* **WORK REQUIRED**
Locate every line below that contains the word "need" and copy it.

[Start of Attachment]

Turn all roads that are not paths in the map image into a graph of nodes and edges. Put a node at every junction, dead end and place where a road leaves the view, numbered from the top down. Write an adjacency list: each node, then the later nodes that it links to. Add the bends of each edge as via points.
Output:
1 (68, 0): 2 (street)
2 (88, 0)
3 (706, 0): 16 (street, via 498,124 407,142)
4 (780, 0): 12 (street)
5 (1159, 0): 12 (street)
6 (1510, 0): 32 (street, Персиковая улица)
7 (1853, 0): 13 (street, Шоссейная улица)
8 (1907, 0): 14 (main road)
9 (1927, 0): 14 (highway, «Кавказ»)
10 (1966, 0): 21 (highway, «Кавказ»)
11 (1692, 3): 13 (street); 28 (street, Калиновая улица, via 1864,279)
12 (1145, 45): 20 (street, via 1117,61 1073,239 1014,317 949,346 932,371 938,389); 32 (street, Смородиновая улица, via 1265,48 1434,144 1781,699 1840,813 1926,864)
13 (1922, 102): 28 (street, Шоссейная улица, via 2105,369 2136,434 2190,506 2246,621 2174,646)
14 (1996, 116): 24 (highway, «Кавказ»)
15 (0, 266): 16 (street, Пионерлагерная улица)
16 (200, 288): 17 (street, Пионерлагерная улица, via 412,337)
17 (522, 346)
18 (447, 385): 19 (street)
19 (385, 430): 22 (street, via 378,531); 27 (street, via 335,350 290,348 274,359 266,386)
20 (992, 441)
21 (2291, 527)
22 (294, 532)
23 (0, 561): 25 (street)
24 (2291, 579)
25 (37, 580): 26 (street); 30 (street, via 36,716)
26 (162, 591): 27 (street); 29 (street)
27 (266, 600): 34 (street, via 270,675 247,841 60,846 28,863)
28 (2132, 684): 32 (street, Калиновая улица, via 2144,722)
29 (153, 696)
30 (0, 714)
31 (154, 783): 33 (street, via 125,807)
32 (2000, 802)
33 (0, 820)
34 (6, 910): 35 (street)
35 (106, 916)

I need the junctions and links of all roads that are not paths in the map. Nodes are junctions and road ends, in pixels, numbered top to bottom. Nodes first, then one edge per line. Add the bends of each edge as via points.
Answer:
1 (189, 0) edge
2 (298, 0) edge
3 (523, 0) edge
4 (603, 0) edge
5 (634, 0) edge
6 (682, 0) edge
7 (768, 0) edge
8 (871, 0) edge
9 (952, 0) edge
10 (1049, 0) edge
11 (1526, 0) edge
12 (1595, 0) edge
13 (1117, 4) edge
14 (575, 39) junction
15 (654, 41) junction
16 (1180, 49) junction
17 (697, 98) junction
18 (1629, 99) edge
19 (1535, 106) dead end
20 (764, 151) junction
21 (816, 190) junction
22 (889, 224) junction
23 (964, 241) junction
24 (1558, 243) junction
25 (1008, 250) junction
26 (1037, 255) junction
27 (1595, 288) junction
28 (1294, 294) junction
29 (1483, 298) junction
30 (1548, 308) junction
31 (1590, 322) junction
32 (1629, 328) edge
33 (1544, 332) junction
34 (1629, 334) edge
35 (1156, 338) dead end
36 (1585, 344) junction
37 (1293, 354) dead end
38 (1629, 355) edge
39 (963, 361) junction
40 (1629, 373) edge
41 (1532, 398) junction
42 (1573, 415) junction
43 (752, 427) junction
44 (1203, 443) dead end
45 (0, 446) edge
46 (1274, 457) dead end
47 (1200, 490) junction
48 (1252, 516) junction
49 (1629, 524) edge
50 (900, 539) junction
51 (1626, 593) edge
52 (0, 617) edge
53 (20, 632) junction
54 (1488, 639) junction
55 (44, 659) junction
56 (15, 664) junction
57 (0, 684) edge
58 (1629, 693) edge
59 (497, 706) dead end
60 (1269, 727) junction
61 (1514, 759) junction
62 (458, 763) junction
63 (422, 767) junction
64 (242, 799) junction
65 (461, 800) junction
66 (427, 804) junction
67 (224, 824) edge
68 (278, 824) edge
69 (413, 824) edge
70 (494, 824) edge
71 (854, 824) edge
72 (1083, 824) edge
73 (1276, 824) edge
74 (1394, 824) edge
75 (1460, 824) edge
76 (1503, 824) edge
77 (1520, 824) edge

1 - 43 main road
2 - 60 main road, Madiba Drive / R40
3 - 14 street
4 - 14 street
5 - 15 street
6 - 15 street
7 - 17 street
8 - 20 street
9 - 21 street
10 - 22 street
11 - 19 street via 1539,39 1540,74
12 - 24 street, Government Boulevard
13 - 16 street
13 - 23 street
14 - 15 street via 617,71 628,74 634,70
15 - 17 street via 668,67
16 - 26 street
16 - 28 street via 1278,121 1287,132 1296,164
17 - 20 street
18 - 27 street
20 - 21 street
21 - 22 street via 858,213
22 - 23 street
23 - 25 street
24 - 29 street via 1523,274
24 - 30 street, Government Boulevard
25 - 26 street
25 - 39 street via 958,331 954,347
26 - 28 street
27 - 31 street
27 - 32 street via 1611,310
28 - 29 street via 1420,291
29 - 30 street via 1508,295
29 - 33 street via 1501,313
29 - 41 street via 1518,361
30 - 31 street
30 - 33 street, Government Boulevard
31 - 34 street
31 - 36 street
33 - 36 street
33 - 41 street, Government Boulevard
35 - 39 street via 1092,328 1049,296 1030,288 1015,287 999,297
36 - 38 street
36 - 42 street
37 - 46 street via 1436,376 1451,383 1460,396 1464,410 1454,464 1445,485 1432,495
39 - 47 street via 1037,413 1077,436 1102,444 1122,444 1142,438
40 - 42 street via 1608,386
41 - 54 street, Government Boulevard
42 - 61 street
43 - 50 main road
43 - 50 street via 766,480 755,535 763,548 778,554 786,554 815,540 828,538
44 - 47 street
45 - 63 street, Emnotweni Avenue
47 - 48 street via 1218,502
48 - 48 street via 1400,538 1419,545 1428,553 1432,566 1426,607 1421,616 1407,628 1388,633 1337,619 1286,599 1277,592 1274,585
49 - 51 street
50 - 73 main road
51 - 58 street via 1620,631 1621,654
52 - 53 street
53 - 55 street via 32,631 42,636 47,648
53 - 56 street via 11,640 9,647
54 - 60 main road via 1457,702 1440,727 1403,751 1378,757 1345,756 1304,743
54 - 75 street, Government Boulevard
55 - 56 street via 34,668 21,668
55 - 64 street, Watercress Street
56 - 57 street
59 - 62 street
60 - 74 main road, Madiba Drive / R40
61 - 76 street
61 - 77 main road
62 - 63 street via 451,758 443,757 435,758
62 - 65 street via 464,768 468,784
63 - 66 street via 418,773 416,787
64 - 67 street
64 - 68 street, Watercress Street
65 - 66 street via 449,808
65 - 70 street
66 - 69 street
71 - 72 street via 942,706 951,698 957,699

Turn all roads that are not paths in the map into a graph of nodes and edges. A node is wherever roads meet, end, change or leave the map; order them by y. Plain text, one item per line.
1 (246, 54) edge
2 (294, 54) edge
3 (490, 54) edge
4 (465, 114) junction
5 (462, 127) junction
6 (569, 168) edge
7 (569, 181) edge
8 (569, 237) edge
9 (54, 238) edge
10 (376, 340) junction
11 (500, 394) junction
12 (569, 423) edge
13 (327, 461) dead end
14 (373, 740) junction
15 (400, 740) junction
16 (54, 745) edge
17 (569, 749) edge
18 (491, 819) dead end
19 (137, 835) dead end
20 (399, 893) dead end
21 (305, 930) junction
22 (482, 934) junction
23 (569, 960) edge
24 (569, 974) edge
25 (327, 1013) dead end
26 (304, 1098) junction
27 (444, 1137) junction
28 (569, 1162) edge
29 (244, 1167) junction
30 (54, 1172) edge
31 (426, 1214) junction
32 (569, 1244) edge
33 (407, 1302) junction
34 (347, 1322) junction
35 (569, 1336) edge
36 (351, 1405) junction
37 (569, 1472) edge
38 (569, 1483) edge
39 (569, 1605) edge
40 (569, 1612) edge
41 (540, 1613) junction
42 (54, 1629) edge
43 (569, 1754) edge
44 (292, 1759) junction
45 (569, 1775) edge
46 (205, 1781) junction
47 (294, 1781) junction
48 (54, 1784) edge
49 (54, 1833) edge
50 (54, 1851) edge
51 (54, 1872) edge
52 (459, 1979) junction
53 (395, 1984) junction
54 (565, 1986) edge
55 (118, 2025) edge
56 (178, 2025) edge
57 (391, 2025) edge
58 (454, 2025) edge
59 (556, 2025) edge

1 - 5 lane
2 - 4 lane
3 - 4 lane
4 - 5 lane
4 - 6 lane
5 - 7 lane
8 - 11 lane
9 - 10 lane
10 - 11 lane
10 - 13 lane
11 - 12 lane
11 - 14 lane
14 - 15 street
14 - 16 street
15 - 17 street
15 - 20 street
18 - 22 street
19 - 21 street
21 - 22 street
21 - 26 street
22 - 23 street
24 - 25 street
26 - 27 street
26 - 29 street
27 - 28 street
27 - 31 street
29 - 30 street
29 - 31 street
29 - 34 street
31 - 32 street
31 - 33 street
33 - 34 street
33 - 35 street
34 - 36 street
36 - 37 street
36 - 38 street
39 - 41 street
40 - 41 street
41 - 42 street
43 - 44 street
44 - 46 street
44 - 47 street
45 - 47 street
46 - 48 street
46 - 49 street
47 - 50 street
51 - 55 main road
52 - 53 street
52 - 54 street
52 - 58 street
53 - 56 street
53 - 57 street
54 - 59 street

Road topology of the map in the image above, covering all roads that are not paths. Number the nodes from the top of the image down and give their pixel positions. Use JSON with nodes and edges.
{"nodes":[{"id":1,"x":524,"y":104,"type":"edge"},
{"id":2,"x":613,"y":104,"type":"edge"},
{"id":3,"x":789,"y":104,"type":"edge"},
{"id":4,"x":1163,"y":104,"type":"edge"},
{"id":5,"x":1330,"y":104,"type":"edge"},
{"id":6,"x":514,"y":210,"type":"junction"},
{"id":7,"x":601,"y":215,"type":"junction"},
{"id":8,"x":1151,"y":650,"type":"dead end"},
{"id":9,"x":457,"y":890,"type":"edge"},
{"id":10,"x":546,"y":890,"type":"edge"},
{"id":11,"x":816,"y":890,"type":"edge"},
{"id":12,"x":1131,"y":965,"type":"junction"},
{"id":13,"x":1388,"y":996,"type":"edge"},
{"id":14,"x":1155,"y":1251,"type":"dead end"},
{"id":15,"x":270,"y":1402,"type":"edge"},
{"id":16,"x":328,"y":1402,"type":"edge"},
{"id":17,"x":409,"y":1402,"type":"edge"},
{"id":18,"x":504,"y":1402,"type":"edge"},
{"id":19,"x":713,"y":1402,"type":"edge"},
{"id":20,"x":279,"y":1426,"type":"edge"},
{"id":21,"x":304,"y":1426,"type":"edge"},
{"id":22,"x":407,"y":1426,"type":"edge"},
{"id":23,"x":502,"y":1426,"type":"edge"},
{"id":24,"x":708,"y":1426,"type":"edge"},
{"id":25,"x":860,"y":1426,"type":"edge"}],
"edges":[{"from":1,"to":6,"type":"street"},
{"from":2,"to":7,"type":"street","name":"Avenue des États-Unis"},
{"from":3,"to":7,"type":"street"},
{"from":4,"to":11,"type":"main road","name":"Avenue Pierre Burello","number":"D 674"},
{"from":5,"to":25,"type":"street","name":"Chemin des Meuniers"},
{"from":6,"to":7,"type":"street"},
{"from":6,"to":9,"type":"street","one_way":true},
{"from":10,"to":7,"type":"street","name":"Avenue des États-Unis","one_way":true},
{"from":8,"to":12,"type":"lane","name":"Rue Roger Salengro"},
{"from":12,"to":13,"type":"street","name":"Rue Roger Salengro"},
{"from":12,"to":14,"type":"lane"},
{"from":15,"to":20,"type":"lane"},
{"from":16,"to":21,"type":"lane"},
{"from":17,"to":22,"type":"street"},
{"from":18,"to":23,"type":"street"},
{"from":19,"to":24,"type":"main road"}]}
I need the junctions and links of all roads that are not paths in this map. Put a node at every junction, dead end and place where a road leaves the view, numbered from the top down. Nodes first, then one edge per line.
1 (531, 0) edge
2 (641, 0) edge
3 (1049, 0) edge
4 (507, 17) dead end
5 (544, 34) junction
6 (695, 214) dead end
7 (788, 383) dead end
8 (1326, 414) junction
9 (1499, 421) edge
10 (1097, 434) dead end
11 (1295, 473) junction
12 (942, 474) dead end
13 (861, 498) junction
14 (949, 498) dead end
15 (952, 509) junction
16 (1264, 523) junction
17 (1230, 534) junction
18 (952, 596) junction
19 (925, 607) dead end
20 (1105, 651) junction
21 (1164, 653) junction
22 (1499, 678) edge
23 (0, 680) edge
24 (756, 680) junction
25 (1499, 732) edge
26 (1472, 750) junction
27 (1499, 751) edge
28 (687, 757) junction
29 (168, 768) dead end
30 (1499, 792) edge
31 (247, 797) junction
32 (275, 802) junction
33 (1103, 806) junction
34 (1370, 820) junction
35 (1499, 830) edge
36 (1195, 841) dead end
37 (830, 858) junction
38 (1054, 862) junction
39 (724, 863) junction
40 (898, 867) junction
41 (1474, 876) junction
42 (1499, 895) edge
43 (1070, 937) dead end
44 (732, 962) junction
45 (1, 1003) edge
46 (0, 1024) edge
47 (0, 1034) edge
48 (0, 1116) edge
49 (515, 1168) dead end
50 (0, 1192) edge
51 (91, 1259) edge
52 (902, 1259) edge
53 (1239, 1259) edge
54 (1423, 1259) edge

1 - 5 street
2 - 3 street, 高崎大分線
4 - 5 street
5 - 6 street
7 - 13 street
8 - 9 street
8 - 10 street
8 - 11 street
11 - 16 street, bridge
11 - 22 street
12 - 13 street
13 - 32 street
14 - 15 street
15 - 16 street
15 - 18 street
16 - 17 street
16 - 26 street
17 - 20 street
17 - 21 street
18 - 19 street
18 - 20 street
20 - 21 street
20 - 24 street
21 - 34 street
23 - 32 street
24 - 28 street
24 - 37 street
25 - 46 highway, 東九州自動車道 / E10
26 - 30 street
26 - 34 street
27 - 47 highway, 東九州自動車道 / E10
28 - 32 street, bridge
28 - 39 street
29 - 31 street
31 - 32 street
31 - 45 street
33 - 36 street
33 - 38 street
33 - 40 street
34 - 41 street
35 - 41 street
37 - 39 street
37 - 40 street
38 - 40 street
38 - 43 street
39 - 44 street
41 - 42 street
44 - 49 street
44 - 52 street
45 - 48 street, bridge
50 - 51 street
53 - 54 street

[End of Attachment]

* **TASK RESPONSE**
I need the junctions and links of all roads that are not paths in the map. Nodes are junctions and road ends, in pixels, numbered top to bottom. Nodes first, then one edge per line. Add the bends of each edge as via points.
I need the junctions and links of all roads that are not paths in this map. Put a node at every junction, dead end and place where a road leaves the view, numbered from the top down. Nodes first, then one edge per line.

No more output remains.